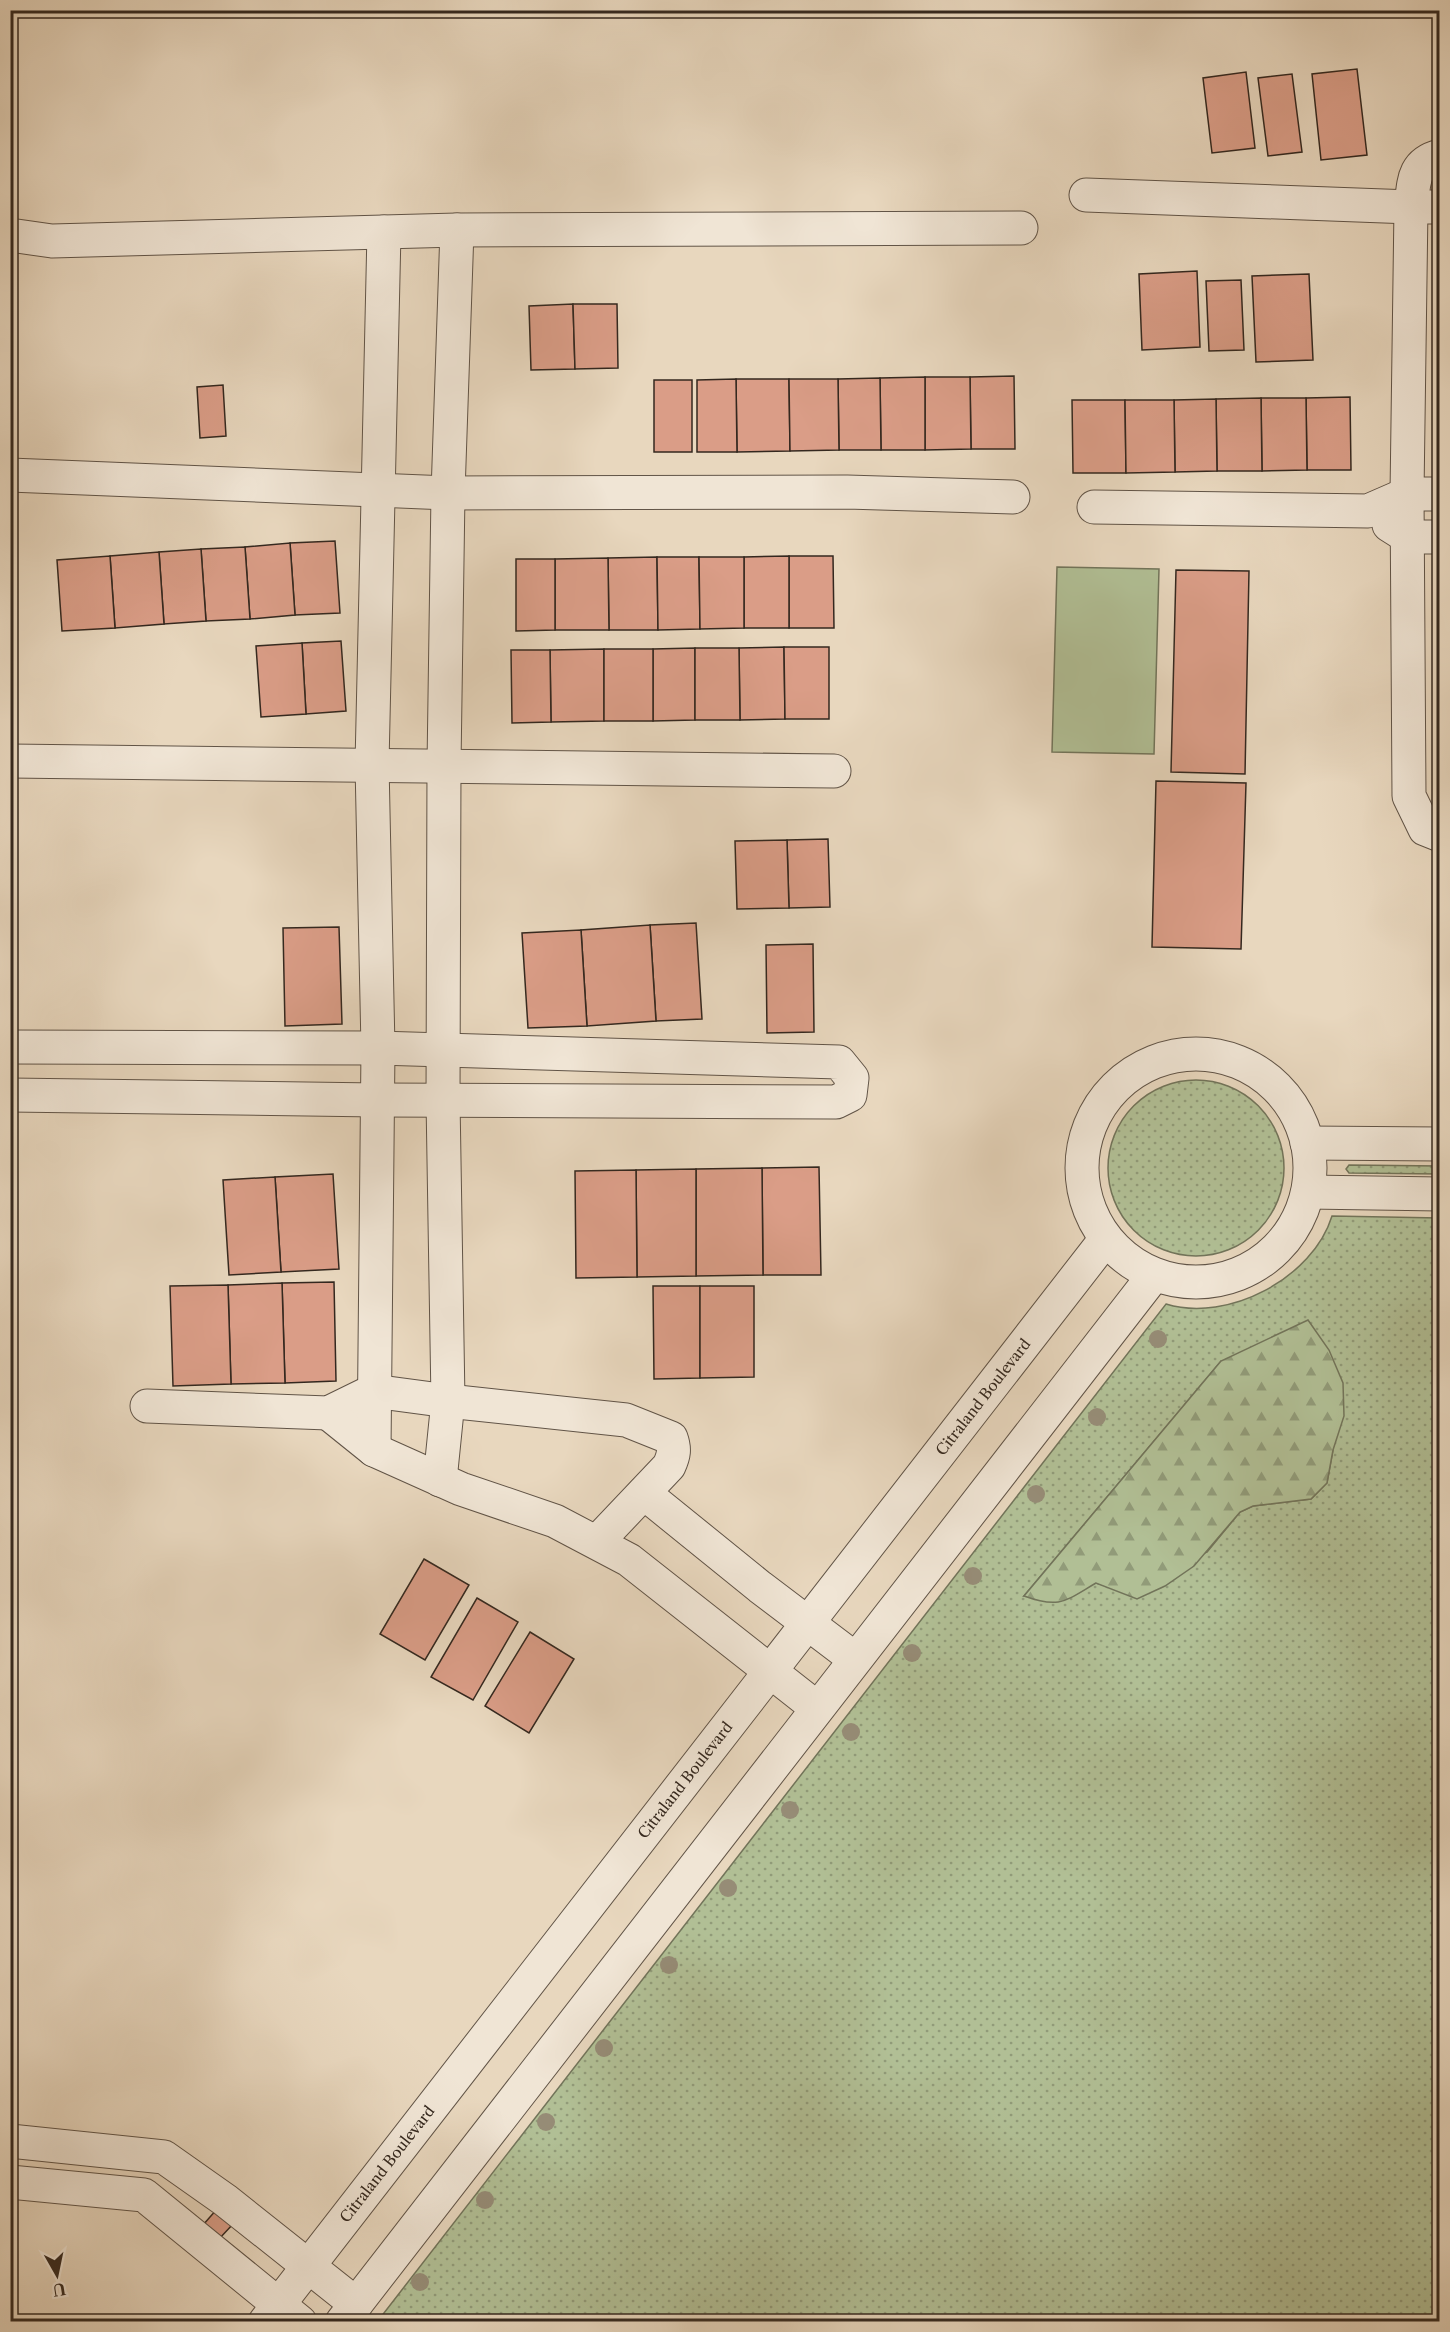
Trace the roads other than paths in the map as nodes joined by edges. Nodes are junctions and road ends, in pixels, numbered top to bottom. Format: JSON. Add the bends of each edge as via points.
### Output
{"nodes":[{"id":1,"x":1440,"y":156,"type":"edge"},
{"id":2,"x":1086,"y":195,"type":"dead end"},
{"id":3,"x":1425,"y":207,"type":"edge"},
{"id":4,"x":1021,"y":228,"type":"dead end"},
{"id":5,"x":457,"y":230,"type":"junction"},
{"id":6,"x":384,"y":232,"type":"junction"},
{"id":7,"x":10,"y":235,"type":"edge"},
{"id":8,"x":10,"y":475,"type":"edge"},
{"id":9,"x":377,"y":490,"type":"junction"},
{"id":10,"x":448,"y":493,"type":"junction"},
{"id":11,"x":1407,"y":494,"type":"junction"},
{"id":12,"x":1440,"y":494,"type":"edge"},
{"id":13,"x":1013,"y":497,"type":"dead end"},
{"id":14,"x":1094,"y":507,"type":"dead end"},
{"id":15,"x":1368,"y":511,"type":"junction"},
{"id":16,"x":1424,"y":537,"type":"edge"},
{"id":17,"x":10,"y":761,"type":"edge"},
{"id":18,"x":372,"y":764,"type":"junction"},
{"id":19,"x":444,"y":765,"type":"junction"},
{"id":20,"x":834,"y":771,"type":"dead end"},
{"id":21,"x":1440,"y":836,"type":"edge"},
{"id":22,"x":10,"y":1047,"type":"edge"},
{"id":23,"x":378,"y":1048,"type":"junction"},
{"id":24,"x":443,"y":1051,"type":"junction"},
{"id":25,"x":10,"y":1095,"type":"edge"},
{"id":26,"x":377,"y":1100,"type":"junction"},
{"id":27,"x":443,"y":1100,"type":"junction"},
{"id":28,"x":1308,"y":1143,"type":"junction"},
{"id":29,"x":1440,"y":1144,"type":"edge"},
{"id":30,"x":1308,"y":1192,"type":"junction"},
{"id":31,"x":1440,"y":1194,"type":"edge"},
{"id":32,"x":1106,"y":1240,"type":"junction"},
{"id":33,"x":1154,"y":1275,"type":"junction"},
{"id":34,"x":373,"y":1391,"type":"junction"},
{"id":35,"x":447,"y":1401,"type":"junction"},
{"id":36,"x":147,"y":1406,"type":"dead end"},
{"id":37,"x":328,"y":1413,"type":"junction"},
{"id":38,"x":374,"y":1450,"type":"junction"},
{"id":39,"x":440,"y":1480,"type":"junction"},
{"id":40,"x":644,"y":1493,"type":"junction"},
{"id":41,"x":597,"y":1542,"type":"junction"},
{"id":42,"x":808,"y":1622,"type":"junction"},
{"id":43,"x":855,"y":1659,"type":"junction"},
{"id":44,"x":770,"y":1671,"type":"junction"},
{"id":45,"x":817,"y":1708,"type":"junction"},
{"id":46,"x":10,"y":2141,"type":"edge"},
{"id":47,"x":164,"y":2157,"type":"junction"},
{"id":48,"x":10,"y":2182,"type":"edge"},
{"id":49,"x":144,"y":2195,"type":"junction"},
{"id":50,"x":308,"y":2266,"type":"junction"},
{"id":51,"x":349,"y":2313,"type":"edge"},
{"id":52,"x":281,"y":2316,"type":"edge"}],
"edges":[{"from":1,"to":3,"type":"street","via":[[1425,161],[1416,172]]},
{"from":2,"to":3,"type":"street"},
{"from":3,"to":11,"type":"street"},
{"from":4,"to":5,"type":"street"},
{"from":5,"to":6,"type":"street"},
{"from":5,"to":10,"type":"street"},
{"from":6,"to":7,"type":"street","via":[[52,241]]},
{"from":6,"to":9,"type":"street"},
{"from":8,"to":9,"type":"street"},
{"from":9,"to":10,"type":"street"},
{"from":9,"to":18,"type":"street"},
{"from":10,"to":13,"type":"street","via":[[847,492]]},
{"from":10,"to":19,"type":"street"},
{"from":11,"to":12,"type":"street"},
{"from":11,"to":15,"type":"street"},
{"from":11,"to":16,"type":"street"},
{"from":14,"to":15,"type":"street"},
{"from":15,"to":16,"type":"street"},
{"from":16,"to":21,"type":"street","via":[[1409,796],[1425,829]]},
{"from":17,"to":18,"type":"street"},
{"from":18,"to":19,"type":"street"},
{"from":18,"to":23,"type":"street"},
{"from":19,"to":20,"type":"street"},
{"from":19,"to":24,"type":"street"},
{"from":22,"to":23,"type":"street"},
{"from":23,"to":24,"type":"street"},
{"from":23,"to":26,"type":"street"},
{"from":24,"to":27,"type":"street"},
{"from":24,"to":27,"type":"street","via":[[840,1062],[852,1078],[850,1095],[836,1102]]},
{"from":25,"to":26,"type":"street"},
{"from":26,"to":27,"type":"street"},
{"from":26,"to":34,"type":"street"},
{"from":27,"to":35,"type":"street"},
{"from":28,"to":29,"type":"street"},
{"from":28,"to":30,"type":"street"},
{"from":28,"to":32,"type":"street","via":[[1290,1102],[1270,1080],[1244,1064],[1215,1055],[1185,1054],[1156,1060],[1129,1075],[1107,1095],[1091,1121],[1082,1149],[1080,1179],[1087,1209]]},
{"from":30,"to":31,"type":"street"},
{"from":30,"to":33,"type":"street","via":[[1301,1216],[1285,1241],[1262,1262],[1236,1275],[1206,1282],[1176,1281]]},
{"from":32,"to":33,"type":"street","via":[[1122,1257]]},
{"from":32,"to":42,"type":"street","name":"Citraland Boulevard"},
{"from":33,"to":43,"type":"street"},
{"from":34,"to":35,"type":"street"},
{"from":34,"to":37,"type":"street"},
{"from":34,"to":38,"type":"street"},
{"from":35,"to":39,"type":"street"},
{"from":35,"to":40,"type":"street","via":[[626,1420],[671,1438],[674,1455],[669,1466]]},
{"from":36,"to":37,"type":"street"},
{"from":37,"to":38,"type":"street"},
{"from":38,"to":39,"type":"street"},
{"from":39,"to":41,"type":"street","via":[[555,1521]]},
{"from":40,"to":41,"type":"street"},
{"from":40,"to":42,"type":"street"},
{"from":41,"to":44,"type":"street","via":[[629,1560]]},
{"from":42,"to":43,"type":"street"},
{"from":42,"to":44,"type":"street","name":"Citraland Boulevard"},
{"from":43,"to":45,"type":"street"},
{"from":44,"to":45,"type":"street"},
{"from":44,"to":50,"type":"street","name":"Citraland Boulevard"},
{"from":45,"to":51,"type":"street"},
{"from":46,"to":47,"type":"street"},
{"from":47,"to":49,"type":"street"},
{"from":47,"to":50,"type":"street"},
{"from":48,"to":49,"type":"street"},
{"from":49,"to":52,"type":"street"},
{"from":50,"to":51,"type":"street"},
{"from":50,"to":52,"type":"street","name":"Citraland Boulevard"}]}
##########
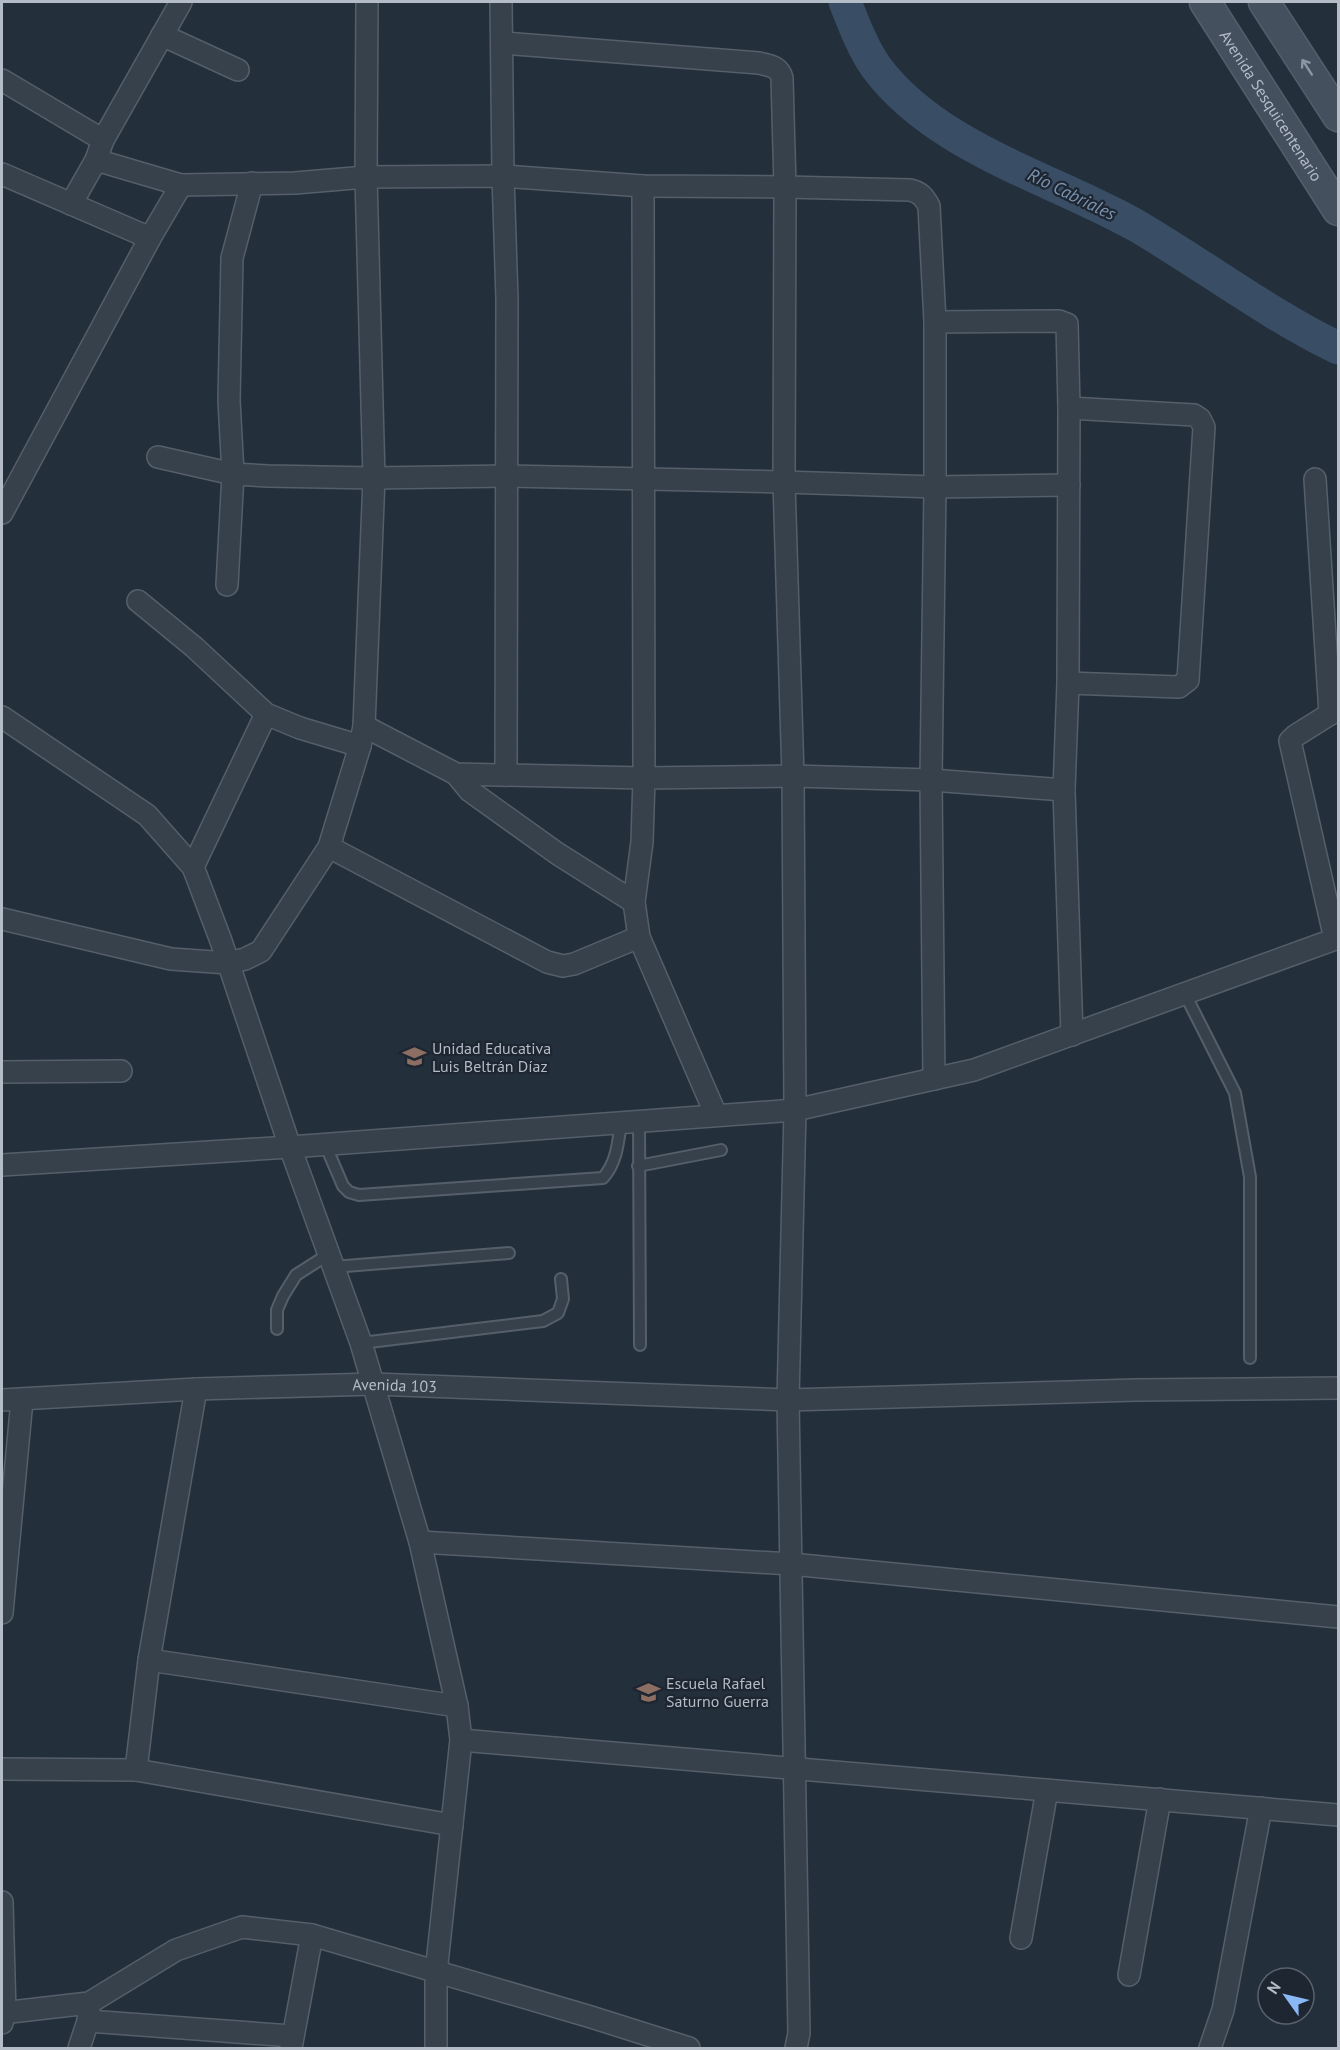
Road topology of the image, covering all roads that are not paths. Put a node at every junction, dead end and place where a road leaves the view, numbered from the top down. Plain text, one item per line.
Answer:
##########
* [Your task] A complete answer lists each line of the data that holds the word "road".

* [Task solution]
Trace the roads other than paths in the map as nodes joined by edges. Nodes are junctions and road ends, in pixels, numbered top to bottom. Format: JSON. Add the bends of each edge as via points.
Road topology of the image, covering all roads that are not paths. Put a node at every junction, dead end and place where a road leaves the view, numbered from the top down. Plain text, one item per line.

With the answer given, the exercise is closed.